Records from a data collection:
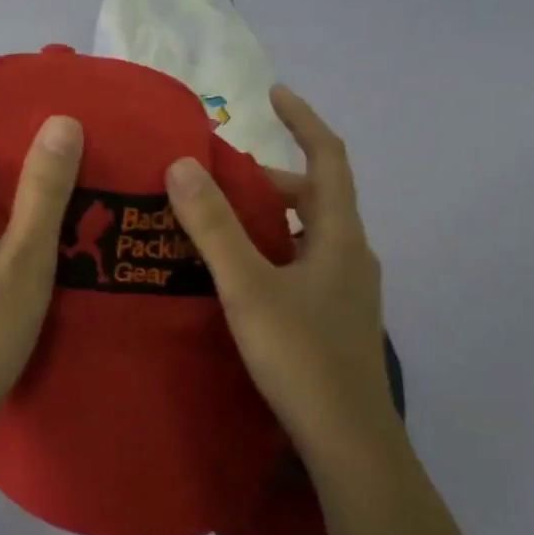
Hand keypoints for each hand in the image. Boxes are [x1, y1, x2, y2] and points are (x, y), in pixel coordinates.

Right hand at [164, 85, 394, 456]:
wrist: (347, 440)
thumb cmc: (301, 355)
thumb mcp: (247, 286)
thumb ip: (214, 226)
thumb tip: (183, 165)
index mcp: (339, 236)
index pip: (328, 158)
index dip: (303, 121)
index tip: (273, 93)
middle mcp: (350, 254)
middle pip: (312, 197)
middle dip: (267, 179)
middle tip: (215, 178)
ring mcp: (346, 289)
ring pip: (305, 234)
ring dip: (266, 217)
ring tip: (215, 222)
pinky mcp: (335, 317)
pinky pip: (301, 263)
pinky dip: (270, 251)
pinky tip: (236, 274)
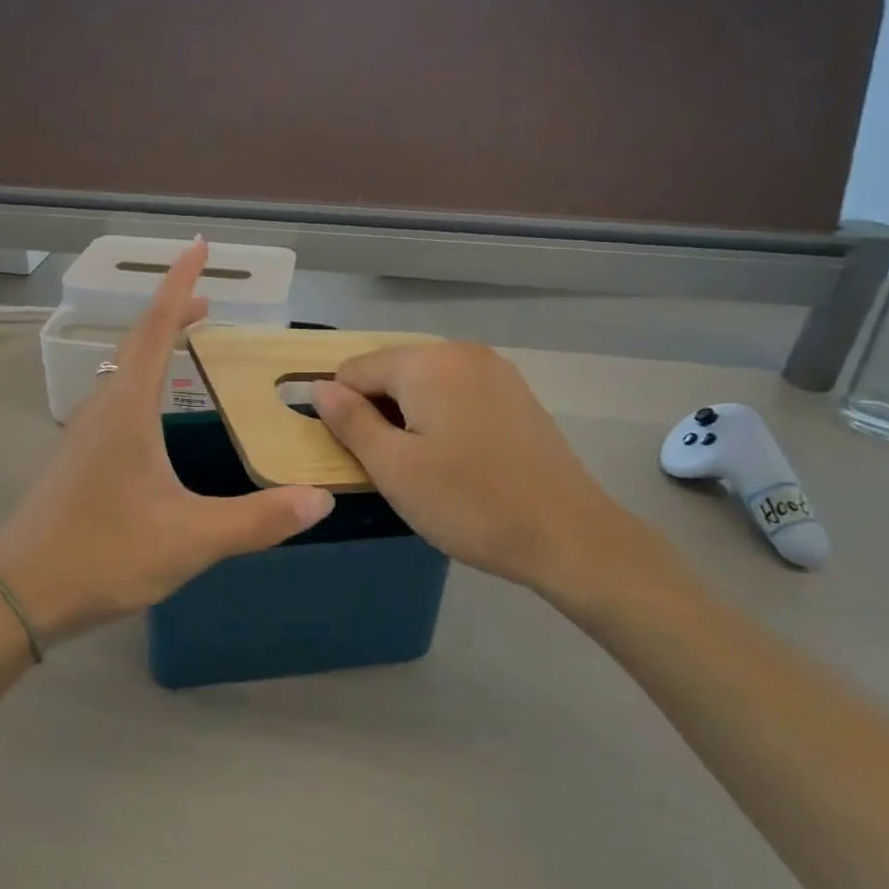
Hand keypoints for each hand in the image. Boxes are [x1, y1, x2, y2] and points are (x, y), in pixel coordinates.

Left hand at [0, 241, 333, 641]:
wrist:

What the exercise asks: Transcribe exactly each line of the records from the start up to and including the one with "pinky tip: (236, 274)", and leave out every picture.

Reply to the task:
Hand keypoints for each hand in the image. Boxes are [x1, y1, x2, y2] and points are (x, y), in pixel coordinates.

Right hand at [164, 85, 394, 456]:
wrist: (347, 440)
thumb cmc: (301, 355)
thumb mcp: (247, 286)
thumb ip: (214, 226)
thumb tip: (183, 165)
index mcp: (339, 236)
index pip: (328, 158)
index dip: (303, 121)
index tip: (273, 93)
middle mcp: (350, 254)
middle pip: (312, 197)
middle dip: (267, 179)
middle tip: (215, 178)
ring mcp: (346, 289)
ring pip: (305, 234)
ring dip: (266, 217)
ring tip: (215, 222)
pinky mcp: (335, 317)
pinky pip: (301, 263)
pinky dip: (270, 251)
pinky tip: (236, 274)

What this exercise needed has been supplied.